The Eight Realizations of Great Beings: Essential Buddhist Wisdom for Waking Up to Who You Are by Brother Phap Hai

The Eight Realizations of Great Beings: Essential Buddhist Wisdom for Waking Up to Who You Are by Brother Phap Hai

Author:Brother Phap Hai [Hai, Phap]
Language: eng
Format: epub
Tags: BODY; MIND & SPIRIT, Mindfulness & Meditation, Religion, buddhism, Sacred Writings, philosophy, Eastern
ISBN: 9781946764874
Google: xbn8DwAAQBAJ
Publisher: Parallax Press
Published: 2021-09-28T23:21:01.477953+00:00


The first of the four demons or Maras is unwholesome mental factors. Earlier we discussed developing the awareness of mental factors within us that prevent us from nurturing the qualities that we’d like to see in ourselves or in the world. The foundation for this awareness is understanding our deep aspiration and aligning our lives fully with it. This requires a certain level of discernment.

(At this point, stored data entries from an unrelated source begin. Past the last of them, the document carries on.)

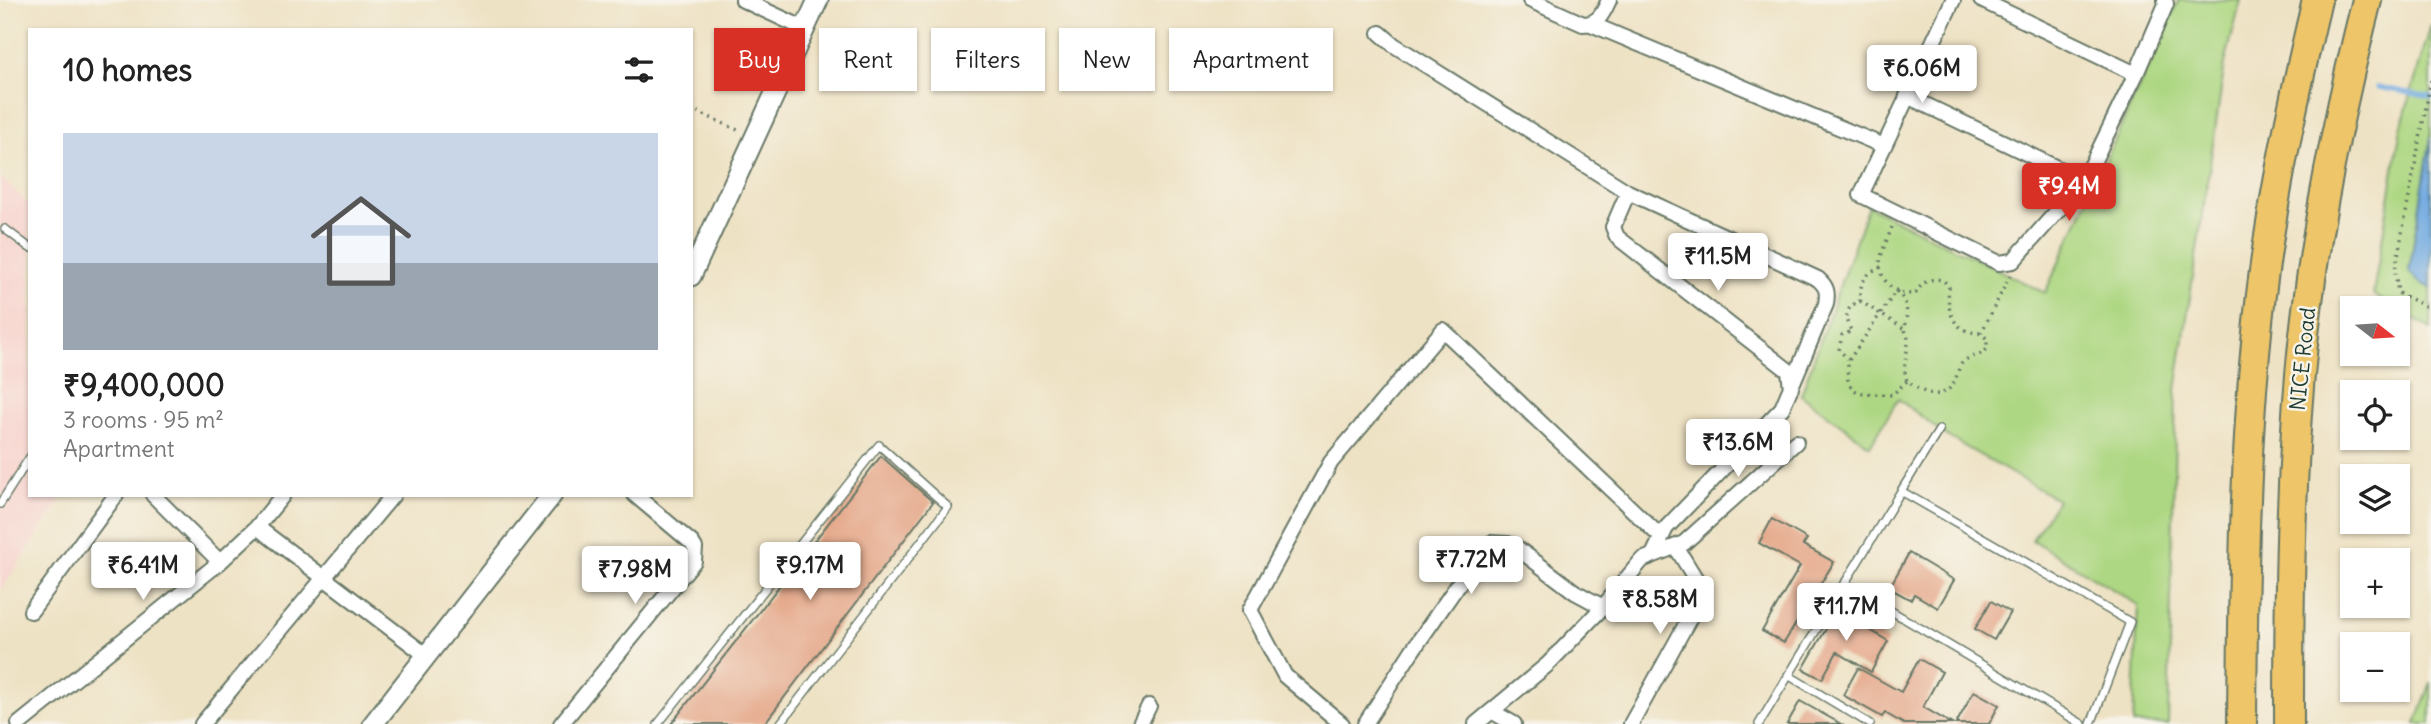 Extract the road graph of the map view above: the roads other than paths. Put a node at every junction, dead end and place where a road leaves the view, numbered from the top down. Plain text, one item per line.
1 (743, 0) edge
2 (818, 0) edge
3 (1530, 0) edge
4 (1609, 0) edge
5 (1953, 0) edge
6 (1982, 0) edge
7 (2165, 0) edge
8 (2317, 0) edge
9 (2367, 0) edge
10 (1591, 24) junction
11 (803, 28) edge
12 (805, 29) edge
13 (1380, 33) dead end
14 (2136, 74) junction
15 (776, 91) edge
16 (1907, 96) junction
17 (1884, 146) junction
18 (2084, 181) junction
19 (1628, 192) junction
20 (5, 229) dead end
21 (28, 246) edge
22 (693, 272) edge
23 (1791, 389) junction
24 (1940, 430) dead end
25 (1796, 442) dead end
26 (28, 460) edge
27 (1901, 491) junction
28 (115, 497) edge
29 (155, 497) edge
30 (281, 497) edge
31 (391, 497) edge
32 (550, 497) edge
33 (637, 497) edge
34 (0, 504) edge
35 (257, 527) junction
36 (1661, 537) junction
37 (1676, 547) junction
38 (1653, 555) junction
39 (220, 562) junction
40 (323, 579) junction
41 (1844, 583) junction
42 (1604, 607) junction
43 (31, 611) dead end
44 (427, 656) junction
45 (1788, 675) junction
46 (1149, 706) dead end
47 (1493, 712) junction
48 (19, 724) edge
49 (202, 724) edge
50 (373, 724) edge
51 (561, 724) edge
52 (658, 724) edge
53 (780, 724) edge
54 (1140, 724) edge
55 (1342, 724) edge
56 (1365, 724) edge
57 (1476, 724) edge
58 (1514, 724) edge
59 (1631, 724) edge
60 (1759, 724) edge
61 (1871, 724) edge
62 (2082, 724) edge
63 (2091, 724) edge
64 (2242, 724) edge
65 (2289, 724) edge

1 - 11 street
2 - 12 street
3 - 10 street
4 - 10 street
5 - 16 street
6 - 14 street
7 - 14 street
8 - 64 highway
9 - 65 highway, NICE Road
10 - 17 street
13 - 19 street
14 - 18 street
15 - 22 street
16 - 17 street
16 - 18 street
17 - 18 street
19 - 23 street
19 - 23 street
20 - 21 lane
23 - 36 street
24 - 27 lane
25 - 37 street
26 - 34 lane
27 - 41 lane
27 - 63 lane
28 - 43 street
29 - 39 street
30 - 35 street
31 - 40 street
32 - 44 street
33 - 51 street
35 - 39 street
35 - 40 street
36 - 38 street
36 - 55 street
37 - 38 street
37 - 59 street
38 - 42 street
39 - 48 street
40 - 44 street
40 - 49 street
41 - 45 lane
41 - 62 lane
42 - 47 street
42 - 56 street
44 - 50 street
45 - 60 lane
45 - 61 lane
46 - 54 street
47 - 57 street
47 - 58 street
52 - 53 lane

The second of the four demons is identifying ourselves with the five skandhas of form, feeling, perception, mental formations, and consciousness. Many of us identify ourselves with our body. There are whole industries built up around this idea that aging is wrong. Recently I was at a dermatologist’s office, and on the wall was a sign advertising $8 Botox shots. Just one shot and everything will be okay. We can get rid of the crow’s feet, but something else will inevitably pop up.

Please contemplate deeply: in what way is this body, which even in this very moment is in a constant process of change and disintegration, really me? Then continue the contemplation with the other skandhas: your feelings (painful, pleasant, and neither-painful-nor-pleasant), your perceptions, your mental formations, and then the seeds in your consciousness. Are any of those permanent? Which one is you? Also, which skandha do you find yourself identifying with more strongly?

To identify ourselves with form, with feeling, with perception, with mental formations or with consciousness is a deep form of illusion since all of the skandhas are all in a constant state of change. As we saw before, science tells us that in this very moment our body is completely different on a cellular level than the body we had seven years ago. Every single second, millions of cells are being born and are dying. The same with our thoughts. If you’ve ever watched your thoughts during meditation, you’ll notice one thought leads to another and another, and in the space of three minutes you could have written War and Peace with the thoughts that flowed through your consciousness.

The third of the four demons or Maras is death or annihilation. Death is the big one, for many of us—the scariest. We have this idea of a lifespan, whether it’s a physical lifespan or the lifespan of an experience or idea, and we think it’s going to end at some point. Is that really true? Can something become nothing? Who are we in this moment? Who will we be three hundred years from now? A powerful practice is to contemplate our death using the charnel ground meditations in the Discourse on the Four Establishments of Mindfulness. In these, we visualize our body and the disintegrative processes it goes through after death. It’s through the integration of the reality of our death that we’re invited into the celebration of life.

Finally, the fourth of the four demons or Maras is distraction. Distraction here needs to be considered on both the micro and macro levels. It’s both the constant moment-by-moment lapses in attentiveness that we experience, as well as the loss of sight of our deepest aspiration.